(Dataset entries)
==================================================
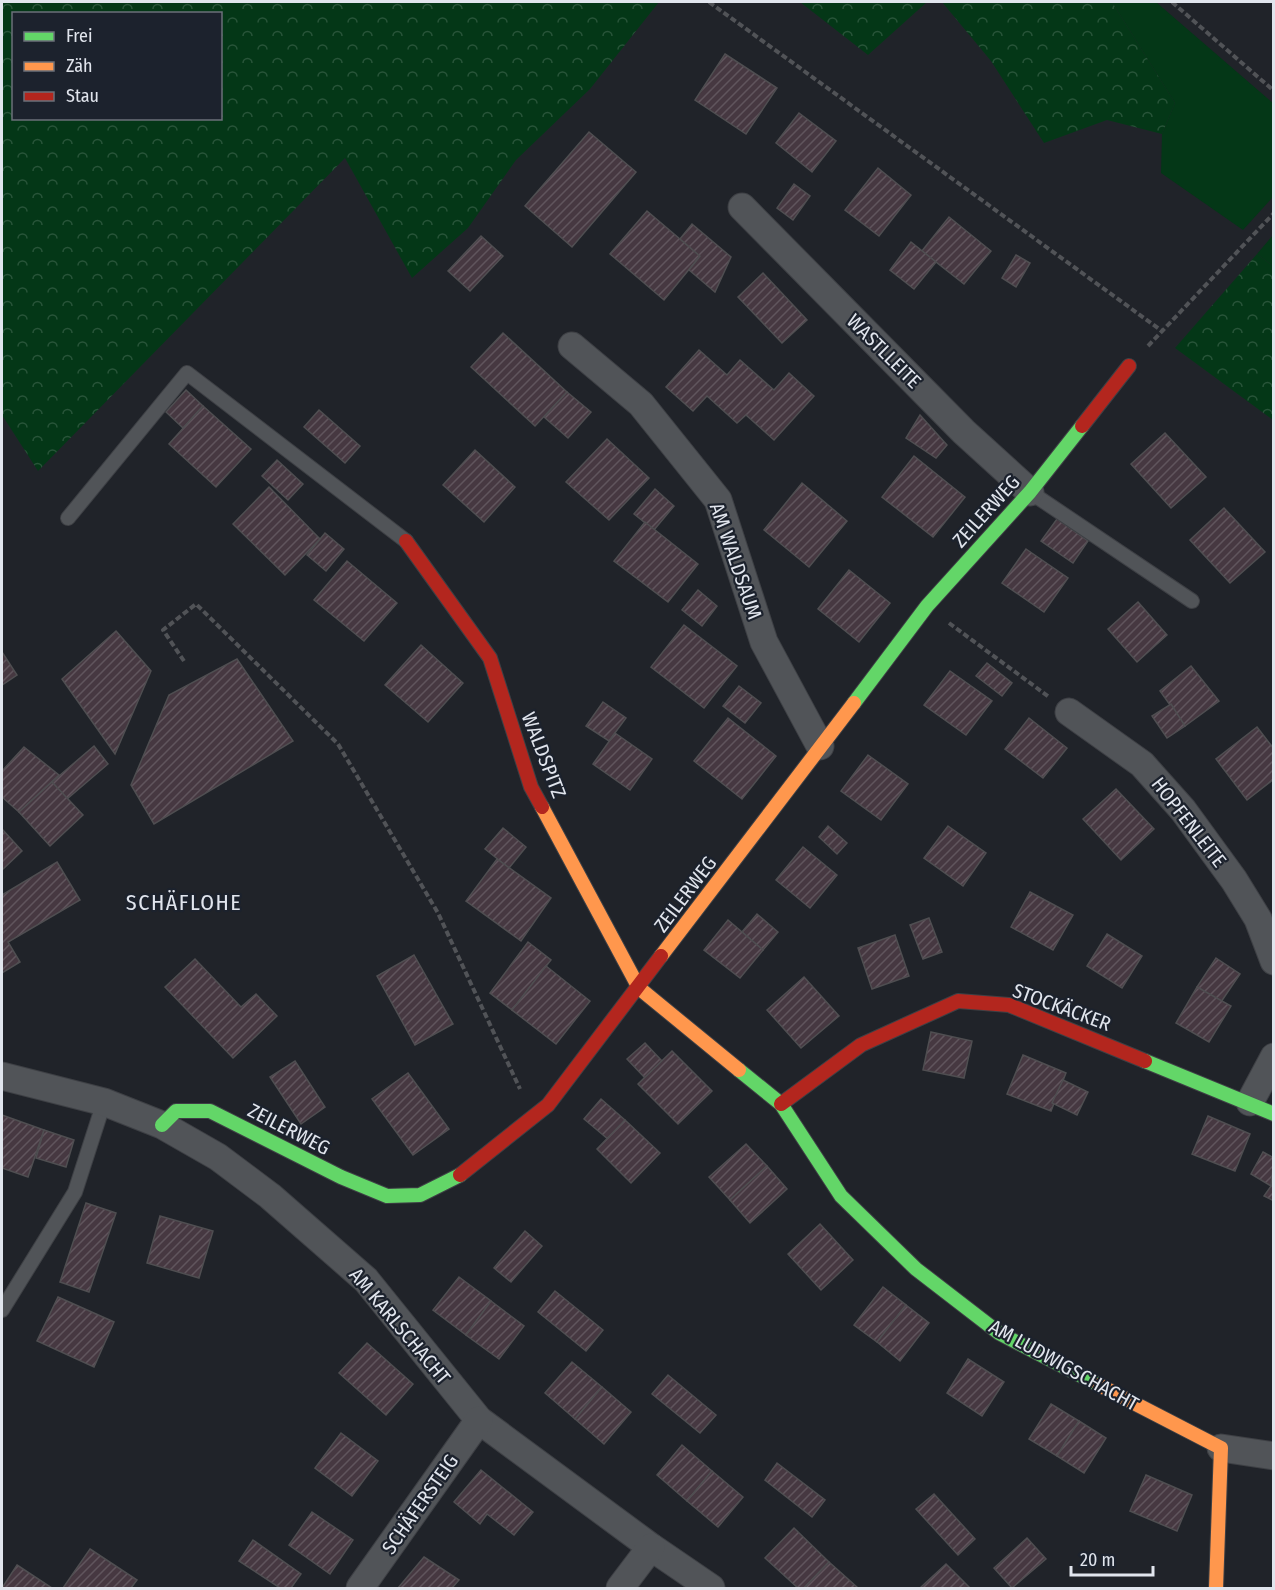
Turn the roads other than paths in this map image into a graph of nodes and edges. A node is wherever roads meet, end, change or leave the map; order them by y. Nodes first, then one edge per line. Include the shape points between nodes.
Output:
1 (742, 207) dead end
2 (572, 346) dead end
3 (1129, 366) road end
4 (1030, 492) junction
5 (68, 518) dead end
6 (406, 541) joint
7 (1192, 601) dead end
8 (1069, 712) road end
9 (820, 746) junction
10 (1274, 961) edge
11 (639, 988) junction
12 (1274, 1057) edge
13 (2, 1076) edge
14 (104, 1102) junction
15 (781, 1104) junction
16 (1262, 1108) edge
17 (162, 1125) junction
18 (2, 1310) edge
19 (479, 1420) junction
20 (1221, 1448) junction
21 (1274, 1456) edge
22 (651, 1547) junction
23 (360, 1588) edge
24 (620, 1588) edge
25 (711, 1588) edge
26 (1216, 1588) edge

1 - 4 street, WASTLLEITE via 964,432
2 - 9 street, AM WALDSAUM via 641,404 718,500 764,642
3 - 4 street, ZEILERWEG
4 - 7 lane
4 - 9 street, ZEILERWEG via 927,606
5 - 6 lane via 187,373
6 - 11 street, WALDSPITZ via 490,658 531,787
8 - 10 street, HOPFENLEITE via 1142,764 1183,810 1234,880 1258,920
9 - 11 street, ZEILERWEG
11 - 15 street, AM LUDWIGSCHACHT
11 - 17 street, ZEILERWEG via 548,1105 462,1174 420,1195 387,1196 210,1111 177,1111
12 - 16 street
13 - 14 street, AM KARLSCHACHT
14 - 17 street, AM KARLSCHACHT
14 - 18 lane via 75,1192
15 - 16 street, STOCKÄCKER via 861,1045 958,1001 1009,1005
15 - 20 street, AM LUDWIGSCHACHT via 841,1196 916,1269 999,1333
17 - 19 street, AM KARLSCHACHT via 218,1157 270,1196 366,1281
19 - 22 street, AM KARLSCHACHT
19 - 23 street, SCHÄFERSTEIG
20 - 21 street, AM LUDWIGSCHACHT
20 - 26 street
22 - 24 street
22 - 25 street, AM KARLSCHACHT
==================================================
The full text of the data above, exact and without pictures, is what to return.

- RESULT OF THIS EXERCISE:
Turn the roads other than paths in this map image into a graph of nodes and edges. A node is wherever roads meet, end, change or leave the map; order them by y. Nodes first, then one edge per line. Include the shape points between nodes.
Output:
1 (742, 207) dead end
2 (572, 346) dead end
3 (1129, 366) road end
4 (1030, 492) junction
5 (68, 518) dead end
6 (406, 541) joint
7 (1192, 601) dead end
8 (1069, 712) road end
9 (820, 746) junction
10 (1274, 961) edge
11 (639, 988) junction
12 (1274, 1057) edge
13 (2, 1076) edge
14 (104, 1102) junction
15 (781, 1104) junction
16 (1262, 1108) edge
17 (162, 1125) junction
18 (2, 1310) edge
19 (479, 1420) junction
20 (1221, 1448) junction
21 (1274, 1456) edge
22 (651, 1547) junction
23 (360, 1588) edge
24 (620, 1588) edge
25 (711, 1588) edge
26 (1216, 1588) edge

1 - 4 street, WASTLLEITE via 964,432
2 - 9 street, AM WALDSAUM via 641,404 718,500 764,642
3 - 4 street, ZEILERWEG
4 - 7 lane
4 - 9 street, ZEILERWEG via 927,606
5 - 6 lane via 187,373
6 - 11 street, WALDSPITZ via 490,658 531,787
8 - 10 street, HOPFENLEITE via 1142,764 1183,810 1234,880 1258,920
9 - 11 street, ZEILERWEG
11 - 15 street, AM LUDWIGSCHACHT
11 - 17 street, ZEILERWEG via 548,1105 462,1174 420,1195 387,1196 210,1111 177,1111
12 - 16 street
13 - 14 street, AM KARLSCHACHT
14 - 17 street, AM KARLSCHACHT
14 - 18 lane via 75,1192
15 - 16 street, STOCKÄCKER via 861,1045 958,1001 1009,1005
15 - 20 street, AM LUDWIGSCHACHT via 841,1196 916,1269 999,1333
17 - 19 street, AM KARLSCHACHT via 218,1157 270,1196 366,1281
19 - 22 street, AM KARLSCHACHT
19 - 23 street, SCHÄFERSTEIG
20 - 21 street, AM LUDWIGSCHACHT
20 - 26 street
22 - 24 street
22 - 25 street, AM KARLSCHACHT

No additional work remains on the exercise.